PatriaPos Indonesia | Portal Media Independen Terkini & Terpercaya

Kasus Bullying Siswa di SMPN 3 Doko Kabupaten Blitar Berakhir Damai, Ini Isi Kesepakatannya

Kapolres Blitar AKBP Arif Fazlurrahman memberikan keterangan pers terkait penyelesaian kasus perundungan di SMP Negeri 3 Doko, Blitar, Senin (28/7/2025).
Kapolres Blitar AKBP Arif Fazlurrahman memberikan keterangan pers terkait penyelesaian kasus perundungan di SMP Negeri 3 Doko, Blitar, Senin (28/7/2025).

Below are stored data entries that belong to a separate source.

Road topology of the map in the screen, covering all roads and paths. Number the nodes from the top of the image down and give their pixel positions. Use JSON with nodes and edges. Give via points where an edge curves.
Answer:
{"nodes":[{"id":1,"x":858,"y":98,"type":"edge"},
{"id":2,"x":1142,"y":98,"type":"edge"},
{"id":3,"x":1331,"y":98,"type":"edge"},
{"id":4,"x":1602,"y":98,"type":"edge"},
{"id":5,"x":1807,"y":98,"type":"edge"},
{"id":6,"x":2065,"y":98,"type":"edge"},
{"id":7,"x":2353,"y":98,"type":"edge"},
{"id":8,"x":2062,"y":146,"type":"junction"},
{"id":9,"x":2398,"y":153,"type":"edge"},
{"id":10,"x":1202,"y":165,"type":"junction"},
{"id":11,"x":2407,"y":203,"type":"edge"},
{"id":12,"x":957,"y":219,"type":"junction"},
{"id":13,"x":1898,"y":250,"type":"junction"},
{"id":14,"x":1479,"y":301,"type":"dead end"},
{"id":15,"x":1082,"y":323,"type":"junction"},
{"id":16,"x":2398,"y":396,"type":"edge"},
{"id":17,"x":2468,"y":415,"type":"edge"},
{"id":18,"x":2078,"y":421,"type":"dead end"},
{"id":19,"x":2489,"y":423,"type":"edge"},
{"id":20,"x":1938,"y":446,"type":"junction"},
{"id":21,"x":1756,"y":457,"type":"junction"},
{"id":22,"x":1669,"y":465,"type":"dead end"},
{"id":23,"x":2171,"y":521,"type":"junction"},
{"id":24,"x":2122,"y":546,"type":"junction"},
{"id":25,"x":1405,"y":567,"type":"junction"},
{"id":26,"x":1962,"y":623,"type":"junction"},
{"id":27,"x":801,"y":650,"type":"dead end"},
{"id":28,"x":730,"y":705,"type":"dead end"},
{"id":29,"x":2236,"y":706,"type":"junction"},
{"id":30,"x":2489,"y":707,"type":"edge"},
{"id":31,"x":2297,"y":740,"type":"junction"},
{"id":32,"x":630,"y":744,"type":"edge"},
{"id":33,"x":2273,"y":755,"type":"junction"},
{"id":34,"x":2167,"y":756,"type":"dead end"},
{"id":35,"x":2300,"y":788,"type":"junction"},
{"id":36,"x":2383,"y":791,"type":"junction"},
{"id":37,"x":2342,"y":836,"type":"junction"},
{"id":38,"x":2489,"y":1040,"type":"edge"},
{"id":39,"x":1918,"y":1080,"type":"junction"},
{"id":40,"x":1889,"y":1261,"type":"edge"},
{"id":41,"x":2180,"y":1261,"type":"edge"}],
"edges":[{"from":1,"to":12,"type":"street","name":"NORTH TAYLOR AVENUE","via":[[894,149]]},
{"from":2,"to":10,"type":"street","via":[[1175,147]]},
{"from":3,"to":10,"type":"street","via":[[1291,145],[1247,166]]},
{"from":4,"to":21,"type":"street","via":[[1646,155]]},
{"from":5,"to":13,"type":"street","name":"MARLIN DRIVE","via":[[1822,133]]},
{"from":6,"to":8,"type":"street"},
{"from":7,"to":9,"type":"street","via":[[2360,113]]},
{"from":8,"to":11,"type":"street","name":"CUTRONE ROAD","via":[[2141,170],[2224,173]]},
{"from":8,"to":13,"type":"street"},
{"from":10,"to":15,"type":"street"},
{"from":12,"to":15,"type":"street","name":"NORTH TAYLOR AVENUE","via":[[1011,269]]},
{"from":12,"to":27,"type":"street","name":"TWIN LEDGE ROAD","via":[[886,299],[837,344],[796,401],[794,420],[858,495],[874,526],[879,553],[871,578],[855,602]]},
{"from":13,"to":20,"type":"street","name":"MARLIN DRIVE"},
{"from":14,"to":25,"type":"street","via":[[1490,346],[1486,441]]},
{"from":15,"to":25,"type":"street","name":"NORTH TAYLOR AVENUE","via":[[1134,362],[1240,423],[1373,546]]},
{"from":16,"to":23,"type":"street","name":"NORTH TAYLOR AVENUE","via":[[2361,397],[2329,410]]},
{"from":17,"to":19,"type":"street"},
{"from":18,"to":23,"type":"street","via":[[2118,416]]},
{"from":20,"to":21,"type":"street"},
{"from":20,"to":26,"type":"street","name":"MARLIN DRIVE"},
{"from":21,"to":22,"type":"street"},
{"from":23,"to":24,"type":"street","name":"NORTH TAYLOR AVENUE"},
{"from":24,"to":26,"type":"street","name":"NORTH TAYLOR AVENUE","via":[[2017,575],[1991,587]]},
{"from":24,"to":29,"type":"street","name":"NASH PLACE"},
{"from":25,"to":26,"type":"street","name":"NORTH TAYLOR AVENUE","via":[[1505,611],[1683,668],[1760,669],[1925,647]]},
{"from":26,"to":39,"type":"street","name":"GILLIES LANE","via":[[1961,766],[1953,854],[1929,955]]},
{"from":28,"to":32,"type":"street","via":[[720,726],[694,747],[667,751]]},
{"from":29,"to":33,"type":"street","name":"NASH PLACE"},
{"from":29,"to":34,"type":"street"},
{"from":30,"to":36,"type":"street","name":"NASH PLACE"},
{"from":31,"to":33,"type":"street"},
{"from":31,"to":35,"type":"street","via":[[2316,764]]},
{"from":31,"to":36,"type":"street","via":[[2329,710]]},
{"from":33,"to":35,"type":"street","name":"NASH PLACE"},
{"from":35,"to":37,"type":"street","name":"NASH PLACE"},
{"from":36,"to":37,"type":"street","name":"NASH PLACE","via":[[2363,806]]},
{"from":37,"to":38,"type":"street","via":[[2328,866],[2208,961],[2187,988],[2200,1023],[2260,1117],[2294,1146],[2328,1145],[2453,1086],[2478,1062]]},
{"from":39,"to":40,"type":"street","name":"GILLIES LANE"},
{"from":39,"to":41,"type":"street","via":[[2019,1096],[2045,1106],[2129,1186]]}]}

BLITAR – Kepolisian Resor (Polres) Blitar menuntaskan penanganan kasus perundungan yang terjadi di SMP Negeri 3 Doko, Kabupaten Blitar. Dalam pernyataan resminya, Senin (28/7/2025), Kapolres Blitar AKBP Arif Fazlurrahman menyampaikan bahwa proses hukum telah dilakukan berdasarkan Undang-Undang Nomor 11 Tahun 2012 tentang Sistem Peradilan Pidana Anak, yang mengutamakan penyelesaian melalui pendekatan diversi.

Kapolres menjelaskan bahwa kasus ini melibatkan anak sebagai korban maupun pelaku, sehingga penanganannya dilakukan secara hati-hati dan sesuai ketentuan hukum anak.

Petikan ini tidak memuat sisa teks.